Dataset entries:
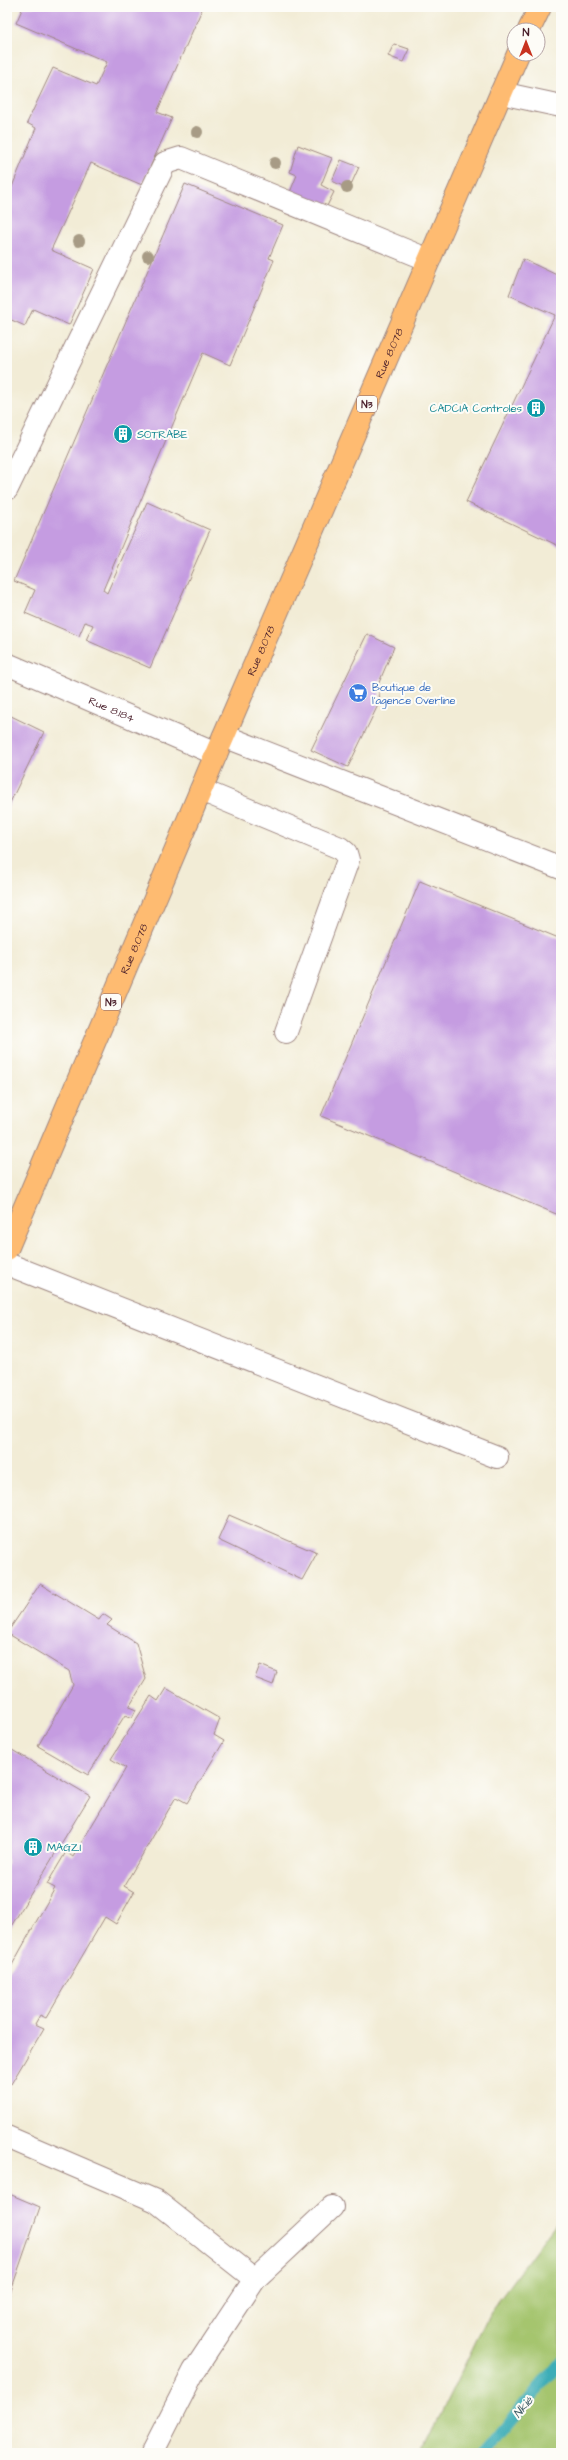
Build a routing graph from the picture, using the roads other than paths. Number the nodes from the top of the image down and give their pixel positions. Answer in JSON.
{"nodes":[{"id":1,"x":540,"y":7,"type":"edge"},
{"id":2,"x":533,"y":22,"type":"edge"},
{"id":3,"x":514,"y":62,"type":"edge"},
{"id":4,"x":501,"y":92,"type":"junction"},
{"id":5,"x":561,"y":106,"type":"edge"},
{"id":6,"x":429,"y":260,"type":"junction"},
{"id":7,"x":7,"y":489,"type":"edge"},
{"id":8,"x":7,"y":664,"type":"edge"},
{"id":9,"x":220,"y":745,"type":"junction"},
{"id":10,"x":201,"y":790,"type":"junction"},
{"id":11,"x":561,"y":868,"type":"edge"},
{"id":12,"x":286,"y":1032,"type":"dead end"},
{"id":13,"x":7,"y":1249,"type":"edge"},
{"id":14,"x":7,"y":1264,"type":"edge"},
{"id":15,"x":497,"y":1457,"type":"dead end"},
{"id":16,"x":7,"y":2136,"type":"edge"},
{"id":17,"x":332,"y":2207,"type":"dead end"},
{"id":18,"x":255,"y":2280,"type":"junction"},
{"id":19,"x":152,"y":2453,"type":"edge"}],
"edges":[{"from":1,"to":2,"type":"highway"},
{"from":3,"to":4,"type":"highway","name":"Rue 8.078","number":"N3"},
{"from":4,"to":5,"type":"street"},
{"from":4,"to":6,"type":"highway","name":"Rue 8.078","number":"N3"},
{"from":6,"to":7,"type":"street"},
{"from":6,"to":9,"type":"highway","name":"Rue 8.078","number":"N3"},
{"from":8,"to":9,"type":"street","name":"Rue 8.184"},
{"from":9,"to":10,"type":"highway","name":"Rue 8.078","number":"N3"},
{"from":9,"to":11,"type":"street","name":"Rue 8.184"},
{"from":10,"to":12,"type":"street"},
{"from":10,"to":13,"type":"highway","name":"Rue 8.078","number":"N3"},
{"from":14,"to":15,"type":"street"},
{"from":16,"to":18,"type":"street"},
{"from":17,"to":18,"type":"street"},
{"from":18,"to":19,"type":"street"}]}
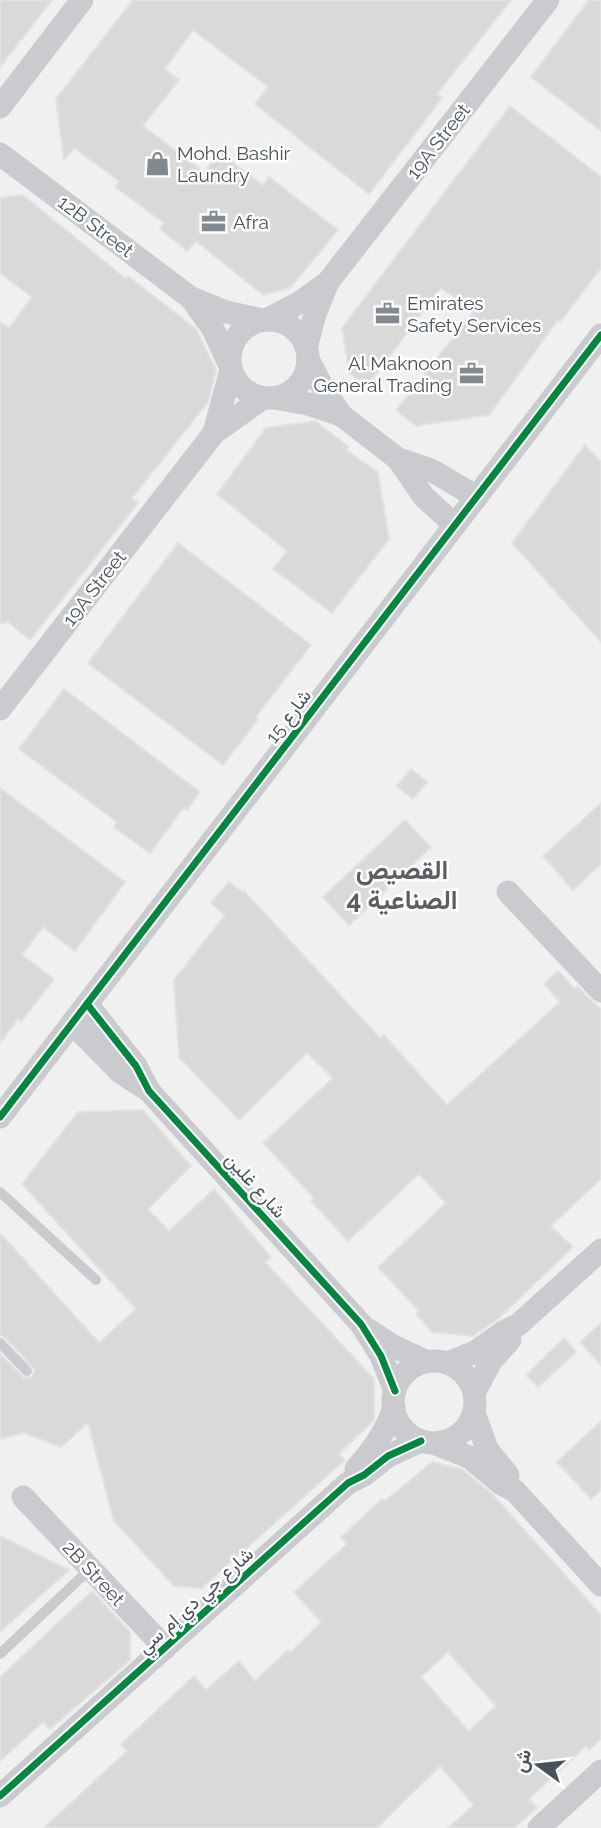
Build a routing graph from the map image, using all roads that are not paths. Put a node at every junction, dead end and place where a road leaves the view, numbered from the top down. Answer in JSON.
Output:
{"nodes":[{"id":1,"x":82,"y":0,"type":"edge"},
{"id":2,"x":548,"y":0,"type":"edge"},
{"id":3,"x":0,"y":107,"type":"edge"},
{"id":4,"x":0,"y":154,"type":"edge"},
{"id":5,"x":328,"y":282,"type":"junction"},
{"id":6,"x":191,"y":298,"type":"junction"},
{"id":7,"x":266,"y":320,"type":"junction"},
{"id":8,"x":601,"y":335,"type":"edge"},
{"id":9,"x":307,"y":353,"type":"junction"},
{"id":10,"x":230,"y":367,"type":"junction"},
{"id":11,"x":269,"y":398,"type":"junction"},
{"id":12,"x":341,"y":415,"type":"junction"},
{"id":13,"x":214,"y":433,"type":"junction"},
{"id":14,"x":398,"y":458,"type":"junction"},
{"id":15,"x":477,"y":497,"type":"junction"},
{"id":16,"x":454,"y":525,"type":"junction"},
{"id":17,"x":0,"y":709,"type":"edge"},
{"id":18,"x":508,"y":892,"type":"dead end"},
{"id":19,"x":601,"y":991,"type":"edge"},
{"id":20,"x":87,"y":1004,"type":"junction"},
{"id":21,"x":72,"y":1023,"type":"junction"},
{"id":22,"x":149,"y":1091,"type":"junction"},
{"id":23,"x":0,"y":1117,"type":"edge"},
{"id":24,"x":0,"y":1192,"type":"edge"},
{"id":25,"x":601,"y":1250,"type":"edge"},
{"id":26,"x":96,"y":1280,"type":"dead end"},
{"id":27,"x":361,"y":1324,"type":"junction"},
{"id":28,"x":518,"y":1325,"type":"junction"},
{"id":29,"x":0,"y":1343,"type":"edge"},
{"id":30,"x":437,"y":1363,"type":"junction"},
{"id":31,"x":27,"y":1371,"type":"dead end"},
{"id":32,"x":394,"y":1399,"type":"junction"},
{"id":33,"x":474,"y":1403,"type":"junction"},
{"id":34,"x":428,"y":1442,"type":"junction"},
{"id":35,"x":348,"y":1483,"type":"junction"},
{"id":36,"x":514,"y":1491,"type":"junction"},
{"id":37,"x":23,"y":1497,"type":"dead end"},
{"id":38,"x":90,"y":1569,"type":"junction"},
{"id":39,"x":601,"y":1585,"type":"edge"},
{"id":40,"x":164,"y":1648,"type":"junction"},
{"id":41,"x":0,"y":1654,"type":"edge"},
{"id":42,"x":601,"y":1771,"type":"edge"},
{"id":43,"x":0,"y":1796,"type":"edge"},
{"id":44,"x":539,"y":1828,"type":"edge"}],
"edges":[{"from":1,"to":3,"type":"street"},
{"from":2,"to":5,"type":"street","name":"19A Street"},
{"from":4,"to":6,"type":"street","name":"12B Street"},
{"from":5,"to":7,"type":"street"},
{"from":5,"to":9,"type":"street"},
{"from":6,"to":7,"type":"street"},
{"from":6,"to":10,"type":"street"},
{"from":7,"to":9,"type":"street"},
{"from":7,"to":10,"type":"street"},
{"from":8,"to":15,"type":"street","name":"شارع 15"},
{"from":9,"to":11,"type":"street"},
{"from":9,"to":12,"type":"street"},
{"from":10,"to":11,"type":"street"},
{"from":10,"to":13,"type":"street"},
{"from":11,"to":12,"type":"street"},
{"from":11,"to":13,"type":"street"},
{"from":12,"to":14,"type":"street"},
{"from":13,"to":17,"type":"street","name":"19A Street"},
{"from":14,"to":15,"type":"street"},
{"from":14,"to":16,"type":"street"},
{"from":15,"to":16,"type":"street","name":"شارع 15"},
{"from":16,"to":20,"type":"street","name":"شارع 15"},
{"from":18,"to":19,"type":"street"},
{"from":20,"to":21,"type":"street","name":"شارع 15"},
{"from":20,"to":22,"type":"street","name":"شارع غلين"},
{"from":21,"to":22,"type":"street","name":"شارع غلين"},
{"from":21,"to":23,"type":"street","name":"شارع 15"},
{"from":22,"to":27,"type":"street","name":"شارع غلين"},
{"from":24,"to":26,"type":"lane"},
{"from":25,"to":28,"type":"street"},
{"from":27,"to":30,"type":"street","name":"شارع غلين"},
{"from":27,"to":32,"type":"street","name":"شارع غلين"},
{"from":28,"to":30,"type":"street"},
{"from":28,"to":33,"type":"street"},
{"from":29,"to":31,"type":"lane"},
{"from":30,"to":32,"type":"street"},
{"from":30,"to":33,"type":"street","name":"شارع غلين"},
{"from":32,"to":34,"type":"street","name":"شارع غلين"},
{"from":32,"to":35,"type":"street","name":"شارع جي دي إم سي"},
{"from":33,"to":34,"type":"street"},
{"from":33,"to":36,"type":"street","name":"شارع غلين"},
{"from":34,"to":35,"type":"street","name":"شارع جي دي إم سي"},
{"from":34,"to":36,"type":"street","name":"شارع غلين"},
{"from":35,"to":40,"type":"street","name":"شارع جي دي إم سي"},
{"from":36,"to":39,"type":"street","name":"شارع غلين"},
{"from":37,"to":38,"type":"street","name":"2B Street"},
{"from":38,"to":40,"type":"street","name":"2B Street"},
{"from":38,"to":41,"type":"lane"},
{"from":40,"to":43,"type":"street","name":"شارع جي دي إم سي"},
{"from":42,"to":44,"type":"street"}]}
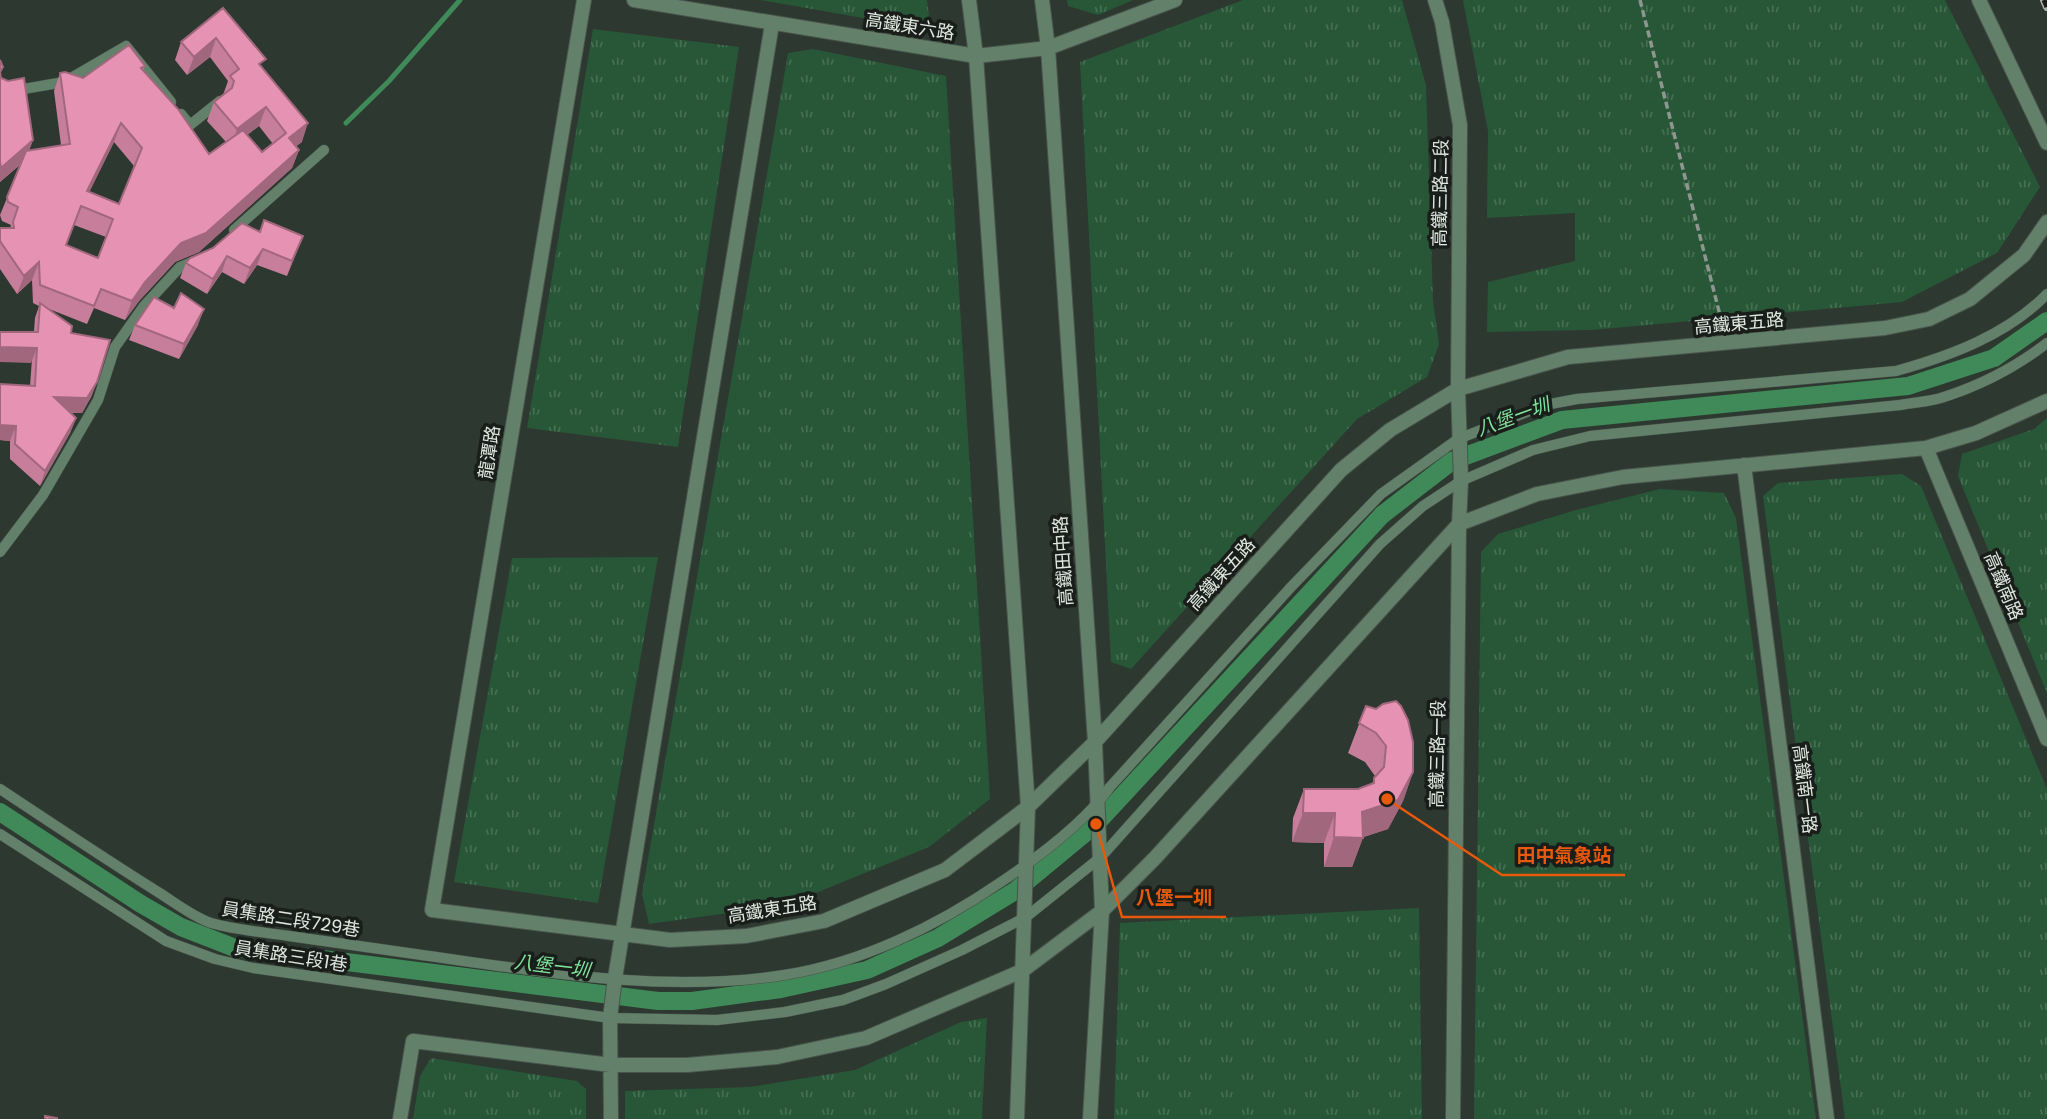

### Your objective
Each line above has to be returned exactly. Drop the pictures.

### Solution to the problem
Build a routing graph from the picture, using the roads other than paths. Number the nodes from the top of the image down and give their pixel positions. Answer in JSON.
{"nodes":[{"id":1,"x":540,"y":7,"type":"edge"},
{"id":2,"x":533,"y":22,"type":"edge"},
{"id":3,"x":514,"y":62,"type":"edge"},
{"id":4,"x":501,"y":92,"type":"junction"},
{"id":5,"x":561,"y":106,"type":"edge"},
{"id":6,"x":429,"y":260,"type":"junction"},
{"id":7,"x":7,"y":489,"type":"edge"},
{"id":8,"x":7,"y":664,"type":"edge"},
{"id":9,"x":220,"y":745,"type":"junction"},
{"id":10,"x":201,"y":790,"type":"junction"},
{"id":11,"x":561,"y":868,"type":"edge"},
{"id":12,"x":286,"y":1032,"type":"dead end"},
{"id":13,"x":7,"y":1249,"type":"edge"},
{"id":14,"x":7,"y":1264,"type":"edge"},
{"id":15,"x":497,"y":1457,"type":"dead end"},
{"id":16,"x":7,"y":2136,"type":"edge"},
{"id":17,"x":332,"y":2207,"type":"dead end"},
{"id":18,"x":255,"y":2280,"type":"junction"},
{"id":19,"x":152,"y":2453,"type":"edge"}],
"edges":[{"from":1,"to":2,"type":"highway"},
{"from":3,"to":4,"type":"highway","name":"Rue 8.078","number":"N3"},
{"from":4,"to":5,"type":"street"},
{"from":4,"to":6,"type":"highway","name":"Rue 8.078","number":"N3"},
{"from":6,"to":7,"type":"street"},
{"from":6,"to":9,"type":"highway","name":"Rue 8.078","number":"N3"},
{"from":8,"to":9,"type":"street","name":"Rue 8.184"},
{"from":9,"to":10,"type":"highway","name":"Rue 8.078","number":"N3"},
{"from":9,"to":11,"type":"street","name":"Rue 8.184"},
{"from":10,"to":12,"type":"street"},
{"from":10,"to":13,"type":"highway","name":"Rue 8.078","number":"N3"},
{"from":14,"to":15,"type":"street"},
{"from":16,"to":18,"type":"street"},
{"from":17,"to":18,"type":"street"},
{"from":18,"to":19,"type":"street"}]}
Build a routing graph from the map image, using all roads that are not paths. Put a node at every junction, dead end and place where a road leaves the view, numbered from the top down. Answer in JSON.
Output:
{"nodes":[{"id":1,"x":82,"y":0,"type":"edge"},
{"id":2,"x":548,"y":0,"type":"edge"},
{"id":3,"x":0,"y":107,"type":"edge"},
{"id":4,"x":0,"y":154,"type":"edge"},
{"id":5,"x":328,"y":282,"type":"junction"},
{"id":6,"x":191,"y":298,"type":"junction"},
{"id":7,"x":266,"y":320,"type":"junction"},
{"id":8,"x":601,"y":335,"type":"edge"},
{"id":9,"x":307,"y":353,"type":"junction"},
{"id":10,"x":230,"y":367,"type":"junction"},
{"id":11,"x":269,"y":398,"type":"junction"},
{"id":12,"x":341,"y":415,"type":"junction"},
{"id":13,"x":214,"y":433,"type":"junction"},
{"id":14,"x":398,"y":458,"type":"junction"},
{"id":15,"x":477,"y":497,"type":"junction"},
{"id":16,"x":454,"y":525,"type":"junction"},
{"id":17,"x":0,"y":709,"type":"edge"},
{"id":18,"x":508,"y":892,"type":"dead end"},
{"id":19,"x":601,"y":991,"type":"edge"},
{"id":20,"x":87,"y":1004,"type":"junction"},
{"id":21,"x":72,"y":1023,"type":"junction"},
{"id":22,"x":149,"y":1091,"type":"junction"},
{"id":23,"x":0,"y":1117,"type":"edge"},
{"id":24,"x":0,"y":1192,"type":"edge"},
{"id":25,"x":601,"y":1250,"type":"edge"},
{"id":26,"x":96,"y":1280,"type":"dead end"},
{"id":27,"x":361,"y":1324,"type":"junction"},
{"id":28,"x":518,"y":1325,"type":"junction"},
{"id":29,"x":0,"y":1343,"type":"edge"},
{"id":30,"x":437,"y":1363,"type":"junction"},
{"id":31,"x":27,"y":1371,"type":"dead end"},
{"id":32,"x":394,"y":1399,"type":"junction"},
{"id":33,"x":474,"y":1403,"type":"junction"},
{"id":34,"x":428,"y":1442,"type":"junction"},
{"id":35,"x":348,"y":1483,"type":"junction"},
{"id":36,"x":514,"y":1491,"type":"junction"},
{"id":37,"x":23,"y":1497,"type":"dead end"},
{"id":38,"x":90,"y":1569,"type":"junction"},
{"id":39,"x":601,"y":1585,"type":"edge"},
{"id":40,"x":164,"y":1648,"type":"junction"},
{"id":41,"x":0,"y":1654,"type":"edge"},
{"id":42,"x":601,"y":1771,"type":"edge"},
{"id":43,"x":0,"y":1796,"type":"edge"},
{"id":44,"x":539,"y":1828,"type":"edge"}],
"edges":[{"from":1,"to":3,"type":"street"},
{"from":2,"to":5,"type":"street","name":"19A Street"},
{"from":4,"to":6,"type":"street","name":"12B Street"},
{"from":5,"to":7,"type":"street"},
{"from":5,"to":9,"type":"street"},
{"from":6,"to":7,"type":"street"},
{"from":6,"to":10,"type":"street"},
{"from":7,"to":9,"type":"street"},
{"from":7,"to":10,"type":"street"},
{"from":8,"to":15,"type":"street","name":"شارع 15"},
{"from":9,"to":11,"type":"street"},
{"from":9,"to":12,"type":"street"},
{"from":10,"to":11,"type":"street"},
{"from":10,"to":13,"type":"street"},
{"from":11,"to":12,"type":"street"},
{"from":11,"to":13,"type":"street"},
{"from":12,"to":14,"type":"street"},
{"from":13,"to":17,"type":"street","name":"19A Street"},
{"from":14,"to":15,"type":"street"},
{"from":14,"to":16,"type":"street"},
{"from":15,"to":16,"type":"street","name":"شارع 15"},
{"from":16,"to":20,"type":"street","name":"شارع 15"},
{"from":18,"to":19,"type":"street"},
{"from":20,"to":21,"type":"street","name":"شارع 15"},
{"from":20,"to":22,"type":"street","name":"شارع غلين"},
{"from":21,"to":22,"type":"street","name":"شارع غلين"},
{"from":21,"to":23,"type":"street","name":"شارع 15"},
{"from":22,"to":27,"type":"street","name":"شارع غلين"},
{"from":24,"to":26,"type":"lane"},
{"from":25,"to":28,"type":"street"},
{"from":27,"to":30,"type":"street","name":"شارع غلين"},
{"from":27,"to":32,"type":"street","name":"شارع غلين"},
{"from":28,"to":30,"type":"street"},
{"from":28,"to":33,"type":"street"},
{"from":29,"to":31,"type":"lane"},
{"from":30,"to":32,"type":"street"},
{"from":30,"to":33,"type":"street","name":"شارع غلين"},
{"from":32,"to":34,"type":"street","name":"شارع غلين"},
{"from":32,"to":35,"type":"street","name":"شارع جي دي إم سي"},
{"from":33,"to":34,"type":"street"},
{"from":33,"to":36,"type":"street","name":"شارع غلين"},
{"from":34,"to":35,"type":"street","name":"شارع جي دي إم سي"},
{"from":34,"to":36,"type":"street","name":"شارع غلين"},
{"from":35,"to":40,"type":"street","name":"شارع جي دي إم سي"},
{"from":36,"to":39,"type":"street","name":"شارع غلين"},
{"from":37,"to":38,"type":"street","name":"2B Street"},
{"from":38,"to":40,"type":"street","name":"2B Street"},
{"from":38,"to":41,"type":"lane"},
{"from":40,"to":43,"type":"street","name":"شارع جي دي إم سي"},
{"from":42,"to":44,"type":"street"}]}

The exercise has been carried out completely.